**EXERCISE:** Transcribe the records that follow. Keep every word exactly, and drop the pictures.

**DATASET ENTRIES:**
• • • • • • •
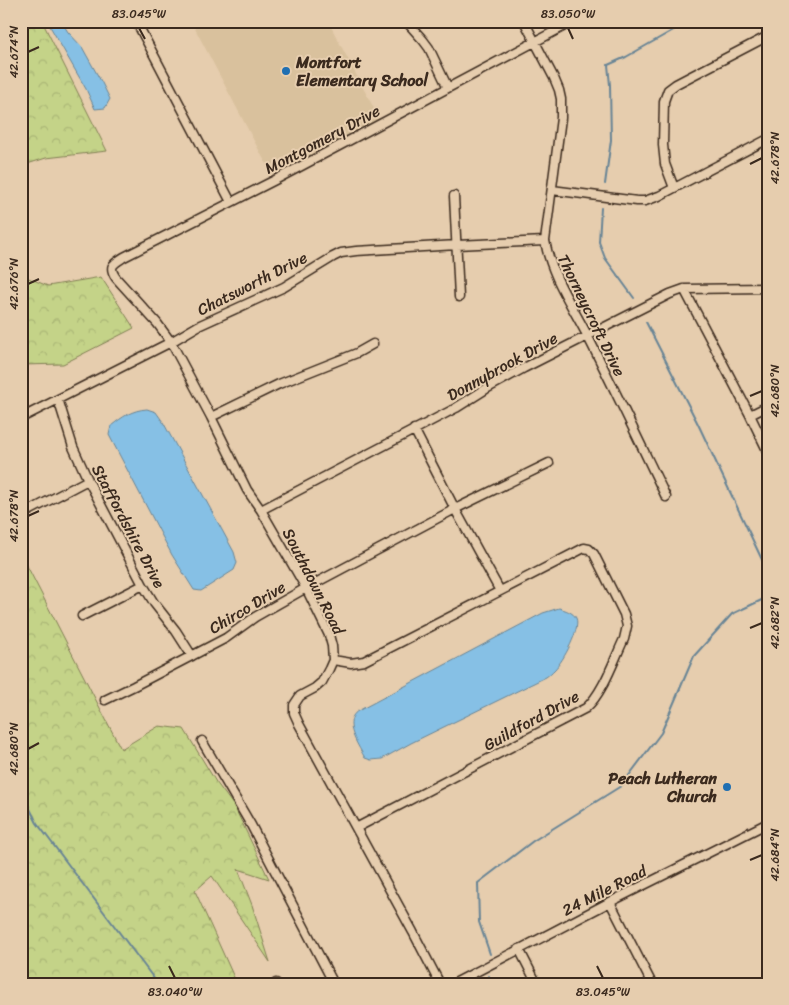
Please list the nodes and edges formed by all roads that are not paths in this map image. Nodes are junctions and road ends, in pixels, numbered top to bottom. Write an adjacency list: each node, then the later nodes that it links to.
1 (136, 21): 12 (street)
2 (406, 21): 7 (street)
3 (524, 21): 6 (street, Thorneycroft Drive)
4 (574, 21): 6 (street, Montgomery Drive)
5 (768, 36): 9 (street)
6 (535, 41): 7 (street, Montgomery Drive); 10 (street, Thorneycroft Drive)
7 (448, 88): 12 (street, Montgomery Drive)
8 (768, 139): 9 (street)
9 (674, 188): 10 (street)
10 (552, 190): 13 (street, Thorneycroft Drive)
11 (454, 196): 14 (street)
12 (231, 202): 15 (street, Montgomery Drive)
13 (545, 240): 14 (street, Chatsworth Drive); 19 (street, Thorneycroft Drive)
14 (457, 245): 18 (street); 20 (street, Chatsworth Drive)
15 (112, 267): 20 (street, Southdown Road)
16 (768, 288): 17 (street, Donnybrook Drive)
17 (684, 289): 19 (street, Donnybrook Drive); 24 (street)
18 (459, 297)
19 (587, 335): 27 (street, Donnybrook Drive); 31 (street, Thorneycroft Drive)
20 (171, 342): 22 (street, Chatsworth Drive); 25 (street, Southdown Road)
21 (373, 344): 25 (street)
22 (58, 399): 26 (street, Chatsworth Drive); 30 (street, Staffordshire Drive)
23 (768, 406): 24 (street)
24 (750, 415): 28 (street)
25 (211, 417): 33 (street, Southdown Road)
26 (21, 418)
27 (414, 429): 32 (street); 33 (street, Donnybrook Drive)
28 (768, 452)
29 (549, 463): 32 (street, Chirco Drive)
30 (88, 480): 34 (street); 35 (street, Staffordshire Drive)
31 (666, 497)
32 (455, 509): 36 (street, Chirco Drive); 37 (street)
33 (261, 510): 36 (street, Southdown Road)
34 (29, 511)
35 (143, 585): 38 (street); 39 (street, Staffordshire Drive)
36 (306, 588): 39 (street, Chirco Drive); 40 (street, Southdown Road)
37 (500, 591): 40 (street); 44 (street, Guildford Drive)
38 (82, 616)
39 (192, 656): 41 (street, Chirco Drive)
40 (333, 660): 44 (street, Southdown Road)
41 (105, 700)
42 (202, 741): 47 (street)
43 (768, 823): 45 (street, 24 Mile Road)
44 (356, 828): 48 (street, Southdown Road)
45 (610, 902): 46 (street, 24 Mile Road); 51 (street)
46 (519, 949): 49 (street, 24 Mile Road); 50 (street)
47 (334, 984)
48 (440, 984)
49 (453, 984)
50 (537, 984)
51 (652, 984)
• • • • • • •
**RESPONSE TO THE EXERCISE:**
Please list the nodes and edges formed by all roads that are not paths in this map image. Nodes are junctions and road ends, in pixels, numbered top to bottom. Write an adjacency list: each node, then the later nodes that it links to.
1 (136, 21): 12 (street)
2 (406, 21): 7 (street)
3 (524, 21): 6 (street, Thorneycroft Drive)
4 (574, 21): 6 (street, Montgomery Drive)
5 (768, 36): 9 (street)
6 (535, 41): 7 (street, Montgomery Drive); 10 (street, Thorneycroft Drive)
7 (448, 88): 12 (street, Montgomery Drive)
8 (768, 139): 9 (street)
9 (674, 188): 10 (street)
10 (552, 190): 13 (street, Thorneycroft Drive)
11 (454, 196): 14 (street)
12 (231, 202): 15 (street, Montgomery Drive)
13 (545, 240): 14 (street, Chatsworth Drive); 19 (street, Thorneycroft Drive)
14 (457, 245): 18 (street); 20 (street, Chatsworth Drive)
15 (112, 267): 20 (street, Southdown Road)
16 (768, 288): 17 (street, Donnybrook Drive)
17 (684, 289): 19 (street, Donnybrook Drive); 24 (street)
18 (459, 297)
19 (587, 335): 27 (street, Donnybrook Drive); 31 (street, Thorneycroft Drive)
20 (171, 342): 22 (street, Chatsworth Drive); 25 (street, Southdown Road)
21 (373, 344): 25 (street)
22 (58, 399): 26 (street, Chatsworth Drive); 30 (street, Staffordshire Drive)
23 (768, 406): 24 (street)
24 (750, 415): 28 (street)
25 (211, 417): 33 (street, Southdown Road)
26 (21, 418)
27 (414, 429): 32 (street); 33 (street, Donnybrook Drive)
28 (768, 452)
29 (549, 463): 32 (street, Chirco Drive)
30 (88, 480): 34 (street); 35 (street, Staffordshire Drive)
31 (666, 497)
32 (455, 509): 36 (street, Chirco Drive); 37 (street)
33 (261, 510): 36 (street, Southdown Road)
34 (29, 511)
35 (143, 585): 38 (street); 39 (street, Staffordshire Drive)
36 (306, 588): 39 (street, Chirco Drive); 40 (street, Southdown Road)
37 (500, 591): 40 (street); 44 (street, Guildford Drive)
38 (82, 616)
39 (192, 656): 41 (street, Chirco Drive)
40 (333, 660): 44 (street, Southdown Road)
41 (105, 700)
42 (202, 741): 47 (street)
43 (768, 823): 45 (street, 24 Mile Road)
44 (356, 828): 48 (street, Southdown Road)
45 (610, 902): 46 (street, 24 Mile Road); 51 (street)
46 (519, 949): 49 (street, 24 Mile Road); 50 (street)
47 (334, 984)
48 (440, 984)
49 (453, 984)
50 (537, 984)
51 (652, 984)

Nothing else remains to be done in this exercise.